28.8.10

LONA

desculpa por afastar o sol do seu sábado
uma peneira seria mais elegante

minha gentileza travestiu-se do indelicado

pequei sem ser santa
quando propus abrir meu coração
e despejar em suas mãos
gotas de tranquilidade

me reconheço
ao desconhecer

e o amanhecer trouxe trovoadas.

desculpa por eu ser má
malandra em corda bamba

nem sempre o circo é feliz

não sou domadora
nem trapezista
estou mais para escafandrista

27.8.10

OUTRA ONDA



O sal me lambe as entranhas

E apaga qualquer sofrimento

O mar é azul

Meus pés

Marcam na areia

O encontro do acaso

Construo castelos

Ao vento

Ah eu quero navegar sem âncora

Me atirar ao fundo do oceano

Livre me farei perguntas
Solta me trarei respostas

E o sal

No canto da boca

Vai embora

26.8.10

SUSPIRO

Gradualmente
As vistas
Ficarão mais cansadas
Que o habitual

As pernas
Dançarão
Bambas
Pelas ruas,
As mãos
Serão fracas
Perante
Os copos

Na face: rugas
Cavidades da vida
Marcas do tempo
Coração em pêndulo

Subitamente
A memória
Falhará,
Fechará
O cerco

Irão amores
Amigos
Mementos

A espinha
Ereta
Curvará
Em cumprimento
Eterno?

E a fragilidade
Será sem-vergonha

Inevitavelmente
Cairá em leito
Num sopro
Horizontal

Será fatal
Por ter sido
Humano

INTERVALO

Está suspenso
O momento

E a demora
Arrasta
Brusca
A chuva

Desaguará
Em bifurcações
Ilusão?

No reverso
Continuarei
Meus passos,
Os melhores

E de lá
Versarei
A teus pés
O que seguro
Firme
Entre
As mãos

EU LUA

A lua
Está cheia

Lotada
De sentimentos
Que transbordam
Aos olhos
O branco
Que contrasta
O que é (ou está)
Turvo

Instantes
Duradouros
De admiração
Que nos engole
Absorve

Permito-me
Antropofagicamente
Além
Dos ossos
Que sustentam
Meus pilotis
Frágeis

Seguimos
Imanadas
E a estrada
É traçada
Ao vivo

24.8.10

RIMA

o viço da pele
no cio da carne
nada fere
tudo arde

a flor dos poros
no fogo da língua
abre os olhos
fecha a míngua

o susto do fôlego
na cicatriz da unha
traz o trôpego
afasta a munha

a trança das pernas
no umbigo do mundo
solta as feras
...

e as prende no fundo

23.8.10

TRILHAS



Colocou no ‘headphone’ uma música feliz.
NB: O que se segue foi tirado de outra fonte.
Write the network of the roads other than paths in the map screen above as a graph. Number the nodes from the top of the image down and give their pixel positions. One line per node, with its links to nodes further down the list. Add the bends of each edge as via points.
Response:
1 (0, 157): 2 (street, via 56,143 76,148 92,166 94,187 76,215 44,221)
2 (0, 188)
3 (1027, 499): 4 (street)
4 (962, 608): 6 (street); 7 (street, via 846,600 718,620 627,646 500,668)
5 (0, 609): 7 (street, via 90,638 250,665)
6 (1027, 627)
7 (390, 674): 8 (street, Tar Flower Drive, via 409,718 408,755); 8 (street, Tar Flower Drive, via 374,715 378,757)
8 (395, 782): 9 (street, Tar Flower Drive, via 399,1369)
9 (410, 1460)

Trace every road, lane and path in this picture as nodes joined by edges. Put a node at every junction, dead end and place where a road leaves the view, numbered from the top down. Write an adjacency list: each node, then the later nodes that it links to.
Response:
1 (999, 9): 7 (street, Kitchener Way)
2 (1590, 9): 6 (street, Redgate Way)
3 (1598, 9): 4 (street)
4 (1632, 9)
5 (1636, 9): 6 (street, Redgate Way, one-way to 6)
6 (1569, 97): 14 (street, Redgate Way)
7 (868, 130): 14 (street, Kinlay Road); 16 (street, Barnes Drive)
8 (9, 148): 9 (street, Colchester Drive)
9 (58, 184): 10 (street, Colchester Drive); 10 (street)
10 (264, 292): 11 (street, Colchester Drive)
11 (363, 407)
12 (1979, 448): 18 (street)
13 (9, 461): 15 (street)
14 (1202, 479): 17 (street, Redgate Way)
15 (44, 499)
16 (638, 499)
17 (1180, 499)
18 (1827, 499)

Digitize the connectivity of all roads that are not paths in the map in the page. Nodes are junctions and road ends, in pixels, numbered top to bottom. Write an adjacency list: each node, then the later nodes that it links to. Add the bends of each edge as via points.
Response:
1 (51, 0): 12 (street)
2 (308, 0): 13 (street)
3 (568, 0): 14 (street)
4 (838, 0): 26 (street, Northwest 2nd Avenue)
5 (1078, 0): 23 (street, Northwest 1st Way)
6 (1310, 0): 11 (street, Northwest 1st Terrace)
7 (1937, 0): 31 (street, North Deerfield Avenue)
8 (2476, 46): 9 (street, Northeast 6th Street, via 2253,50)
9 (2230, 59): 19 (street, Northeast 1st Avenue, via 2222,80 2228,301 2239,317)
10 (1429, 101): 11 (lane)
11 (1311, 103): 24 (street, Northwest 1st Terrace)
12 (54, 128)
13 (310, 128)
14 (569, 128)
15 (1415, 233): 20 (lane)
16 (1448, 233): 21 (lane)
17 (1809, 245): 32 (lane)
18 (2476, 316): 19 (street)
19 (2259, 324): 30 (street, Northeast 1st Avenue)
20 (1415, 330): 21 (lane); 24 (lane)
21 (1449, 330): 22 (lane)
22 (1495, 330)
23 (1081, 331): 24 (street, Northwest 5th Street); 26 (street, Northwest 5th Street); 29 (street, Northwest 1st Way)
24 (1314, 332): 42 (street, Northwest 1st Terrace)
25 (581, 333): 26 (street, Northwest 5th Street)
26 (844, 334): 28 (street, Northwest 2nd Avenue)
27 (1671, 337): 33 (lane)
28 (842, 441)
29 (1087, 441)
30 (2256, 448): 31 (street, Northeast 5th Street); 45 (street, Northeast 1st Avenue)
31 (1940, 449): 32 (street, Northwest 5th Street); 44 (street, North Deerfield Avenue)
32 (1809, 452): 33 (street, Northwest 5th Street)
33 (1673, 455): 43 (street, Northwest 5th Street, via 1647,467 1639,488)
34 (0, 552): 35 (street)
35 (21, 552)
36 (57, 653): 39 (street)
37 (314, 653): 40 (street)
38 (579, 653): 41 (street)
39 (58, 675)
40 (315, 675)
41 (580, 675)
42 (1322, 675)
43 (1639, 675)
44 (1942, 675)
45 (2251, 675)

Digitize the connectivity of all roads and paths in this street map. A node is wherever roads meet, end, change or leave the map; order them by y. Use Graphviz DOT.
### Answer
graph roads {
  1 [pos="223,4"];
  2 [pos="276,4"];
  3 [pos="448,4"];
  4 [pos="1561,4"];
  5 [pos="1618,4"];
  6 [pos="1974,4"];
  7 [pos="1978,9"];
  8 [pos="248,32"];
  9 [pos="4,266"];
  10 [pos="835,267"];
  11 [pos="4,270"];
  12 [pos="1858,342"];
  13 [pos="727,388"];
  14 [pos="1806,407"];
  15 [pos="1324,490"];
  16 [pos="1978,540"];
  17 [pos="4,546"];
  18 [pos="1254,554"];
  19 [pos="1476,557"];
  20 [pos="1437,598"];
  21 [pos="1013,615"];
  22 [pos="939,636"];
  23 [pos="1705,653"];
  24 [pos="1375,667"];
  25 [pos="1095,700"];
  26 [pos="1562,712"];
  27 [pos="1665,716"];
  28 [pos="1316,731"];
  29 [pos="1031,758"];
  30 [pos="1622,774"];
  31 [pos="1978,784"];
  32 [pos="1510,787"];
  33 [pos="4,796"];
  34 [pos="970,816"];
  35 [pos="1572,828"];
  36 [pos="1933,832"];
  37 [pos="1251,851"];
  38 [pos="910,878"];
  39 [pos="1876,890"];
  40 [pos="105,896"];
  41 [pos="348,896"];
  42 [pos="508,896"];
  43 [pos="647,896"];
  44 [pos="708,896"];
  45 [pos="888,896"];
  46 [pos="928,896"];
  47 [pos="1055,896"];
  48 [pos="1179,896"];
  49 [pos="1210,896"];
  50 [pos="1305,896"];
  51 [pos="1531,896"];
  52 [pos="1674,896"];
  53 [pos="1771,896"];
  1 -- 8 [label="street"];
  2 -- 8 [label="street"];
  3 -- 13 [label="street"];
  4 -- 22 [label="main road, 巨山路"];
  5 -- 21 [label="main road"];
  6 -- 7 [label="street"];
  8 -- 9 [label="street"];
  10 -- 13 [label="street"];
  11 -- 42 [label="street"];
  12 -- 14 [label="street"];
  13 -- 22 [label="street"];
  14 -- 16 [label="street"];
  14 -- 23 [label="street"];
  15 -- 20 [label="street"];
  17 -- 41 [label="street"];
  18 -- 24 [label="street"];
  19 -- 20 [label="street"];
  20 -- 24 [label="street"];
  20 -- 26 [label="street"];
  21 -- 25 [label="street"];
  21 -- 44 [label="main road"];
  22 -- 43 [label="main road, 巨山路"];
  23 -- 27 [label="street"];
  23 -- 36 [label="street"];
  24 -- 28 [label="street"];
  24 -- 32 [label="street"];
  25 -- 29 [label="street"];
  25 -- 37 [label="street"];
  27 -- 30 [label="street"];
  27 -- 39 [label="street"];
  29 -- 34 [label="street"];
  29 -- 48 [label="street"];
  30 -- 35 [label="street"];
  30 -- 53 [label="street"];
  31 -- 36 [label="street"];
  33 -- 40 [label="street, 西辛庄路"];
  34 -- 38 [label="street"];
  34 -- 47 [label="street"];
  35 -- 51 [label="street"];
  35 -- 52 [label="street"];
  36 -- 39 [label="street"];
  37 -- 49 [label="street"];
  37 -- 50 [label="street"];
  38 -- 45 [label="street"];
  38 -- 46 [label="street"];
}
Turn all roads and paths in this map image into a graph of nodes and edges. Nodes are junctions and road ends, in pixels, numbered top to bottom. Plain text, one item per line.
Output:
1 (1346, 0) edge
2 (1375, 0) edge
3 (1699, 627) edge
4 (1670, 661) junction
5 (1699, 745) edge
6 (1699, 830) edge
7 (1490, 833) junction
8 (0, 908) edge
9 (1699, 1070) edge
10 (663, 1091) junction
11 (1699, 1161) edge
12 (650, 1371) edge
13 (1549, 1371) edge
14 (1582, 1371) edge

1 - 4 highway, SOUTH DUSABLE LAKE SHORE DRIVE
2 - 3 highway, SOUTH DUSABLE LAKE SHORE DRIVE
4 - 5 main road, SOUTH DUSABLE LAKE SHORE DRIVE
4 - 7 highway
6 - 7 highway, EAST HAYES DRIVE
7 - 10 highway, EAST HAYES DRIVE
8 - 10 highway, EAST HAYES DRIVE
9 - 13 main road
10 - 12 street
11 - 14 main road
Ensaiou um balançar de cabeça e um sorriso tímido. Fechou os olhos. Era assim que as pessoas pensavam melhor. Era quase ano novo.
Enquanto a música tocava aguou as plantas, fez brigadeiro, arrumou a mochila, calibrou os pneus. Enquanto a música tocasse seria feliz.
Pegou a estrada e saiu sem rumo, sem companhia, sem olhar para trás.
Não fazia sol, nem chovia. O céu estava nublado e isso a confortava como se atingisse um equilíbrio temporal. Algo tinha de ser controlado nesse acaso, pensou. Acelerou.
Chegou ao começo da noite a seu destino, mas não sabia que o sentido de destino seria prolongado, se daria conta no instante em que o sol queimasse seus cílios e o mulato lhe beijasse a boca.
Quinze anos passariam até que ela saísse outra vez, dessa vez um pouco cansada, um pouco feliz e muito confusa.
Voltou ao lugar de onde saiu e não reconheceu nada, nem a parede descascada, nem o cão que lhe afagou os pés, nem a música que ainda tocava no mesmo ‘headphone’. Só soube estar ali quando viu a fotografia na estante. Estava amarelada, mas os lábios do mulato ainda ardiam.
Desligou a música, chamou o cachorro para dentro, mas não conseguiu dormir.